[Stored entries]
++++++

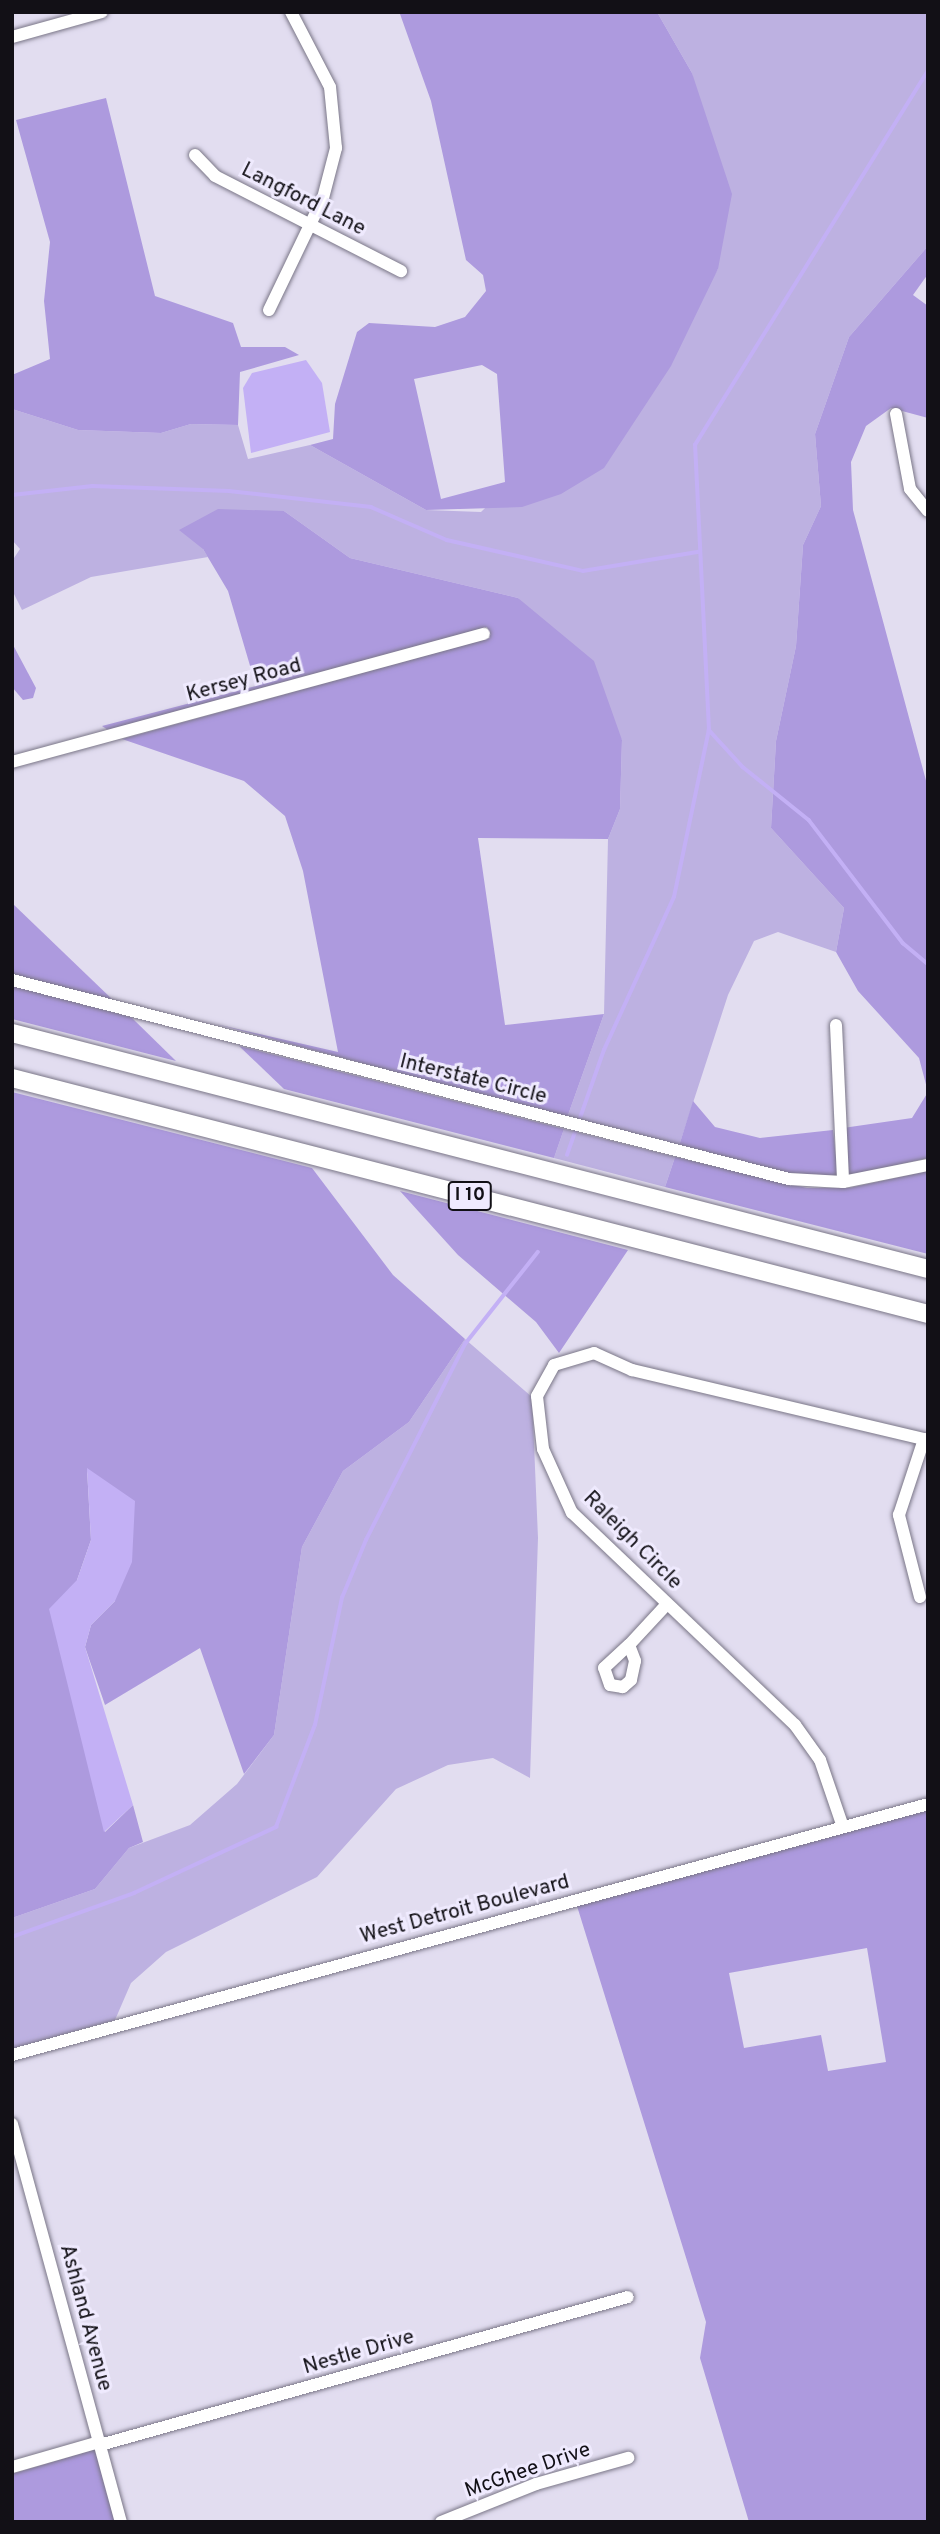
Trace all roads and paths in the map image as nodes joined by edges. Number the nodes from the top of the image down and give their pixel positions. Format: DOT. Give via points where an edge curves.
graph roads {
  1 [pos="102,12"];
  2 [pos="291,12"];
  3 [pos="12,37"];
  4 [pos="195,155"];
  5 [pos="310,225"];
  6 [pos="401,271"];
  7 [pos="269,310"];
  8 [pos="896,414"];
  9 [pos="928,511"];
  10 [pos="484,634"];
  11 [pos="12,762"];
  12 [pos="12,980"];
  13 [pos="836,1025"];
  14 [pos="12,1033"];
  15 [pos="12,1078"];
  16 [pos="928,1165"];
  17 [pos="844,1182"];
  18 [pos="928,1269"];
  19 [pos="928,1314"];
  20 [pos="926,1439"];
  21 [pos="920,1597"];
  22 [pos="667,1604"];
  23 [pos="630,1644"];
  24 [pos="928,1804"];
  25 [pos="843,1827"];
  26 [pos="12,2055"];
  27 [pos="12,2124"];
  28 [pos="628,2297"];
  29 [pos="100,2444"];
  30 [pos="628,2458"];
  31 [pos="12,2467"];
  32 [pos="121,2522"];
  33 [pos="441,2522"];
  1 -- 3 [label="street"];
  2 -- 5 [label="street" via="321,64 335,112 332,172"];
  4 -- 5 [label="street, Langford Lane" via="215,176"];
  5 -- 6 [label="street, Langford Lane"];
  5 -- 7 [label="street"];
  8 -- 9 [label="street" via="910,489"];
  10 -- 11 [label="street, Kersey Road"];
  12 -- 17 [label="street, Interstate Circle" via="789,1179"];
  13 -- 17 [label="street"];
  14 -- 18 [label="highway, I 10"];
  15 -- 19 [label="highway, I 10"];
  16 -- 17 [label="street, Interstate Circle"];
  20 -- 21 [label="street" via="899,1515"];
  20 -- 22 [label="street, Raleigh Circle" via="632,1370 594,1353 563,1358 547,1372 537,1396 551,1474 572,1513"];
  22 -- 23 [label="street"];
  22 -- 25 [label="street, Raleigh Circle" via="807,1740"];
  24 -- 25 [label="street, West Detroit Boulevard"];
  25 -- 26 [label="street, West Detroit Boulevard"];
  27 -- 29 [label="street, Ashland Avenue"];
  28 -- 29 [label="street, Nestle Drive"];
  29 -- 31 [label="street, Nestle Drive"];
  29 -- 32 [label="street, Ashland Avenue"];
  30 -- 33 [label="street, McGhee Drive" via="536,2484"];
}
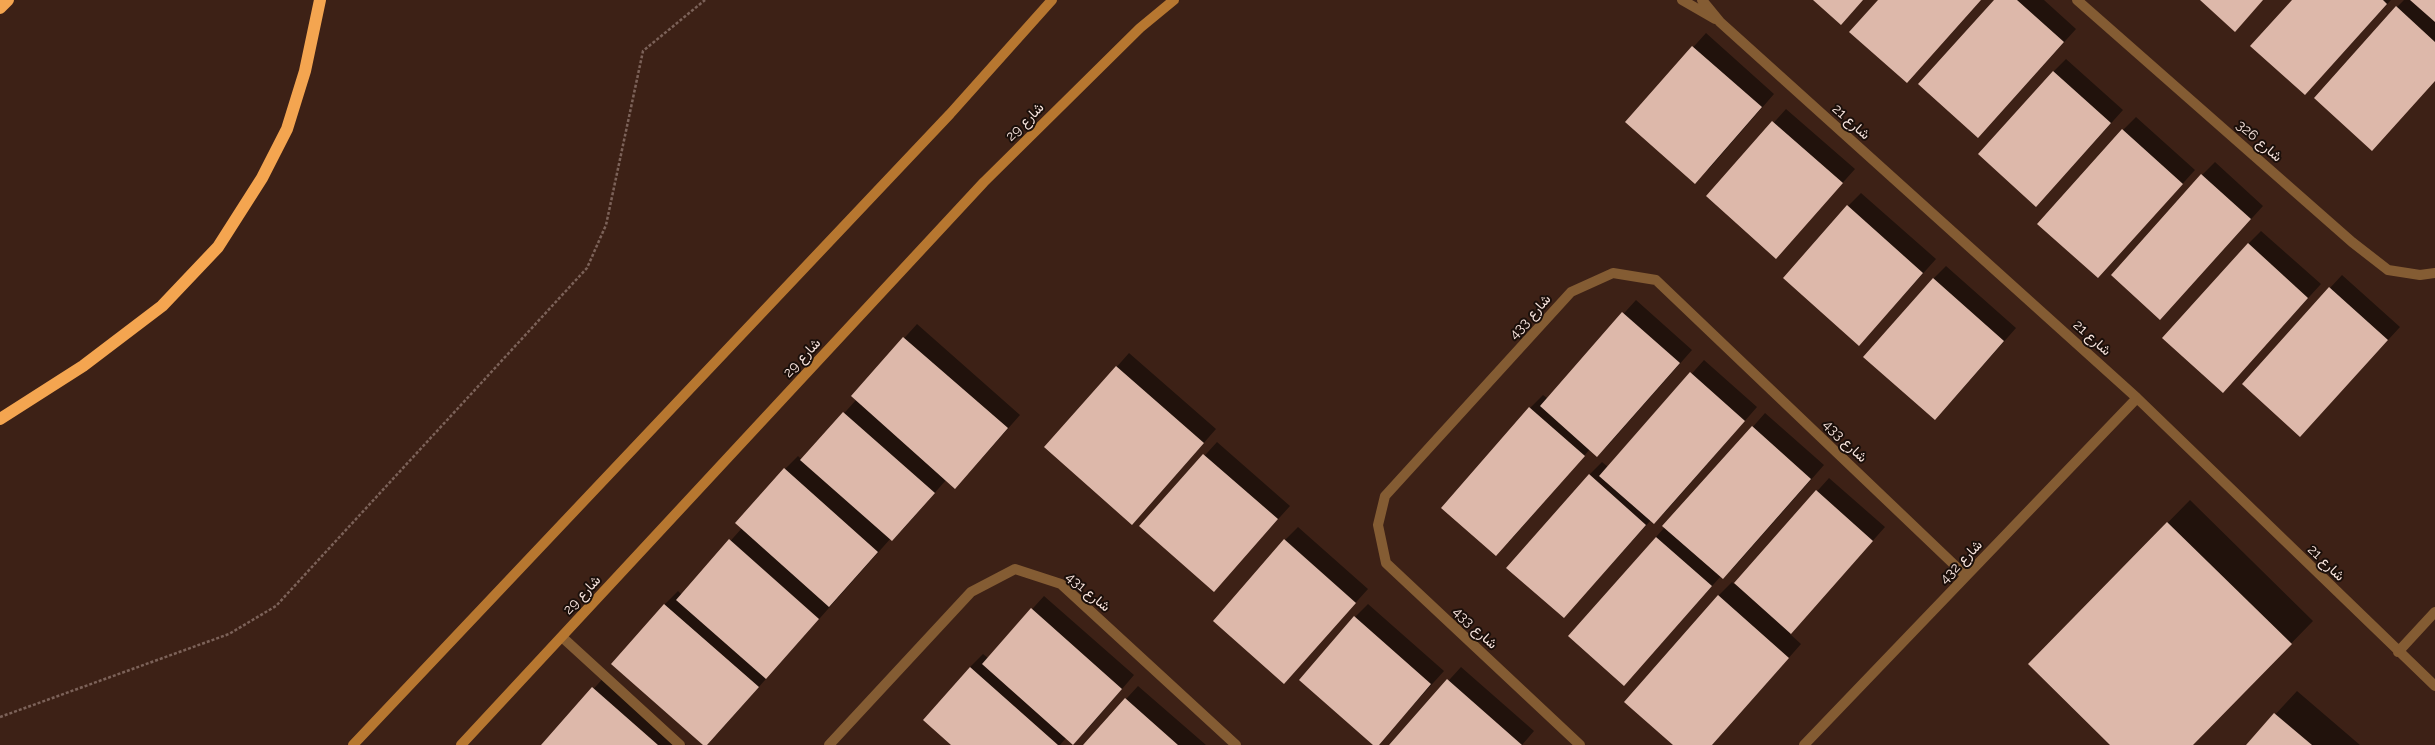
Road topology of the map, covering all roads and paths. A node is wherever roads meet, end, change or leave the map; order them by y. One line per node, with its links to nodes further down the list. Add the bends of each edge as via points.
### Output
1 (8, 0): 9 (highway)
2 (320, 0): 13 (highway, via 305,71 287,129 262,178 218,247 162,306 84,366)
3 (705, 0): 19 (path, via 643,50 606,225 588,268 276,606 229,634)
4 (1052, 0): 20 (street, via 950,114)
5 (1174, 0): 16 (street, شارع 29, via 1140,28 984,182)
6 (1682, 0): 10 (street, شارع 21)
7 (1702, 0): 10 (street, شارع 21)
8 (2076, 0): 11 (street, شارع 326, via 2352,242 2388,270 2420,275)
9 (0, 8)
10 (1720, 22): 12 (street, شارع 21)
11 (2435, 273)
12 (2137, 398): 14 (street, شارع 432); 17 (street, شارع 21)
13 (0, 419)
14 (1966, 576): 25 (street, شارع 433, via 1656,280 1612,273 1571,292 1385,496 1378,525 1386,564); 26 (street, شارع 432)
15 (2435, 612): 17 (street)
16 (562, 637): 21 (street, شارع 29); 22 (street)
17 (2398, 652): 18 (street, شارع 21)
18 (2435, 686)
19 (0, 717)
20 (354, 745)
21 (461, 745)
22 (680, 745)
23 (829, 745): 24 (street, شارع 431, via 971,592 1015,569 1061,584)
24 (1236, 745)
25 (1580, 745)
26 (1804, 745)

++++++

_Task goal:_
Could you repeat all of the data exactly, minus the pictures?

_The completed task:_
Trace all roads and paths in the map image as nodes joined by edges. Number the nodes from the top of the image down and give their pixel positions. Format: DOT. Give via points where an edge curves.
graph roads {
  1 [pos="102,12"];
  2 [pos="291,12"];
  3 [pos="12,37"];
  4 [pos="195,155"];
  5 [pos="310,225"];
  6 [pos="401,271"];
  7 [pos="269,310"];
  8 [pos="896,414"];
  9 [pos="928,511"];
  10 [pos="484,634"];
  11 [pos="12,762"];
  12 [pos="12,980"];
  13 [pos="836,1025"];
  14 [pos="12,1033"];
  15 [pos="12,1078"];
  16 [pos="928,1165"];
  17 [pos="844,1182"];
  18 [pos="928,1269"];
  19 [pos="928,1314"];
  20 [pos="926,1439"];
  21 [pos="920,1597"];
  22 [pos="667,1604"];
  23 [pos="630,1644"];
  24 [pos="928,1804"];
  25 [pos="843,1827"];
  26 [pos="12,2055"];
  27 [pos="12,2124"];
  28 [pos="628,2297"];
  29 [pos="100,2444"];
  30 [pos="628,2458"];
  31 [pos="12,2467"];
  32 [pos="121,2522"];
  33 [pos="441,2522"];
  1 -- 3 [label="street"];
  2 -- 5 [label="street" via="321,64 335,112 332,172"];
  4 -- 5 [label="street, Langford Lane" via="215,176"];
  5 -- 6 [label="street, Langford Lane"];
  5 -- 7 [label="street"];
  8 -- 9 [label="street" via="910,489"];
  10 -- 11 [label="street, Kersey Road"];
  12 -- 17 [label="street, Interstate Circle" via="789,1179"];
  13 -- 17 [label="street"];
  14 -- 18 [label="highway, I 10"];
  15 -- 19 [label="highway, I 10"];
  16 -- 17 [label="street, Interstate Circle"];
  20 -- 21 [label="street" via="899,1515"];
  20 -- 22 [label="street, Raleigh Circle" via="632,1370 594,1353 563,1358 547,1372 537,1396 551,1474 572,1513"];
  22 -- 23 [label="street"];
  22 -- 25 [label="street, Raleigh Circle" via="807,1740"];
  24 -- 25 [label="street, West Detroit Boulevard"];
  25 -- 26 [label="street, West Detroit Boulevard"];
  27 -- 29 [label="street, Ashland Avenue"];
  28 -- 29 [label="street, Nestle Drive"];
  29 -- 31 [label="street, Nestle Drive"];
  29 -- 32 [label="street, Ashland Avenue"];
  30 -- 33 [label="street, McGhee Drive" via="536,2484"];
}
Road topology of the map, covering all roads and paths. A node is wherever roads meet, end, change or leave the map; order them by y. One line per node, with its links to nodes further down the list. Add the bends of each edge as via points.
### Output
1 (8, 0): 9 (highway)
2 (320, 0): 13 (highway, via 305,71 287,129 262,178 218,247 162,306 84,366)
3 (705, 0): 19 (path, via 643,50 606,225 588,268 276,606 229,634)
4 (1052, 0): 20 (street, via 950,114)
5 (1174, 0): 16 (street, شارع 29, via 1140,28 984,182)
6 (1682, 0): 10 (street, شارع 21)
7 (1702, 0): 10 (street, شارع 21)
8 (2076, 0): 11 (street, شارع 326, via 2352,242 2388,270 2420,275)
9 (0, 8)
10 (1720, 22): 12 (street, شارع 21)
11 (2435, 273)
12 (2137, 398): 14 (street, شارع 432); 17 (street, شارع 21)
13 (0, 419)
14 (1966, 576): 25 (street, شارع 433, via 1656,280 1612,273 1571,292 1385,496 1378,525 1386,564); 26 (street, شارع 432)
15 (2435, 612): 17 (street)
16 (562, 637): 21 (street, شارع 29); 22 (street)
17 (2398, 652): 18 (street, شارع 21)
18 (2435, 686)
19 (0, 717)
20 (354, 745)
21 (461, 745)
22 (680, 745)
23 (829, 745): 24 (street, شارع 431, via 971,592 1015,569 1061,584)
24 (1236, 745)
25 (1580, 745)
26 (1804, 745)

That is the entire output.